Anatomy, physiology, pathophysiology, and exam techniques are just not covered in a way to allow/promote proper identification of emergent or life threatening conditions outside of something grossly apparent.

While I admit that many conditions cannot be managed even by ALS level EMS, I have noticed, especially in forum, many basics do not even realize when they are in over their head. Not for their lack of personal capability but for the failure of the "skills based" instructional methods.

Looking through the recent Brady text, the only endocrine disorder I can find is diabetes Mellitus. It is not even the only form of diabetes that can be life threatening. How can a basic provider possibly notice something more insideous to transport or call for help prior to the condition progressing to something grossly apparent?

Do I think that a prehospital care provider of any level should be able to complete a complete PE and accurate HX? Absolutely! Is it a reality? Absolutely not. I should clarify that I do not expect basics to diagnose. But identifying a febrile seizure vs etiology "x" can be done without diagnostic equipment. Also, if BLS is even questioning to transport or call for help, you can never be faulted for just going ahead and transporting to an appropriate facility. The ED is ALS also...
 

NJmedic3250

Forum Crew Member
50
0
0
OMG there is no such #*T%*#(%(ING thing as a "BLS" seizure or an "ALS" seizure or any other kind of "_LS" seizure!

You people are your obsession with BLS vs ALS OMG it makes me so angry it's so painful to keep hearing it, my bleeding ears!

Would a seizure here get an Intensive Care Paramedic? Depends, if it's a known seizure history or one simple seizure that is uncomplicated then no it wouldn't but should it be multiple or unceasing seizures then yes.

In the year or two one of the skills we will probably bring down to Paramedic level (sub-ALS) is midazolam IM and IN for seizures. Australia already has it in some states.

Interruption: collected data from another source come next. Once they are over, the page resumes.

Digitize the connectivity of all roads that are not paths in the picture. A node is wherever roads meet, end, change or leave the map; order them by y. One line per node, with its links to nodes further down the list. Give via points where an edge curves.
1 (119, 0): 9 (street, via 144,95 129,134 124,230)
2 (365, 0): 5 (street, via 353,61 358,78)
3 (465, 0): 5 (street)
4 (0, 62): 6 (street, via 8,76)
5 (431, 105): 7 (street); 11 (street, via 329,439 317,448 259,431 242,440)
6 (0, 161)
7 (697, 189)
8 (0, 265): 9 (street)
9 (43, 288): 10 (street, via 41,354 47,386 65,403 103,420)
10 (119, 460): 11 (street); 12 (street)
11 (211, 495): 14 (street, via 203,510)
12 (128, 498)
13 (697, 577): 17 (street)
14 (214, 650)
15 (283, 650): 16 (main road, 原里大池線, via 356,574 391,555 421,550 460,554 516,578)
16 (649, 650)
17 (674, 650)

A patient with a known seizure history who has recovered can be left at home here.

Haha.. very effective way to put an end to this thread.
 

DrParasite

The fire extinguisher is not just for show
6,199
2,054
113
Has the medical director actually directed calls to be prioritized that way, or has he simply signed off on a commercial dispatch system?
directed calls to be that way. commercial dispatch says one thing, but there are two areas (seizures being one of them) where the MD changed to what he felt to be more appropriate. Again, it's above my training and pay grade, but that was what he decided.
 
OP
OP
H

Hastings

Noobie
654
0
0
OMG there is no such #*T%*#(%(ING thing as a "BLS" seizure or an "ALS" seizure or any other kind of "_LS" seizure!

You people are your obsession with BLS vs ALS OMG it makes me so angry it's so painful to keep hearing it, my bleeding ears!

Would a seizure here get an Intensive Care Paramedic? Depends, if it's a known seizure history or one simple seizure that is uncomplicated then no it wouldn't but should it be multiple or unceasing seizures then yes.

In the year or two one of the skills we will probably bring down to Paramedic level (sub-ALS) is midazolam IM and IN for seizures. Australia already has it in some states.

A patient with a known seizure history who has recovered can be left at home here.

You seem a bit passive aggressive. That overreaction was remarkable.

I'll rephrase in order to avoid another outburst. Does every seizure patient require an IV?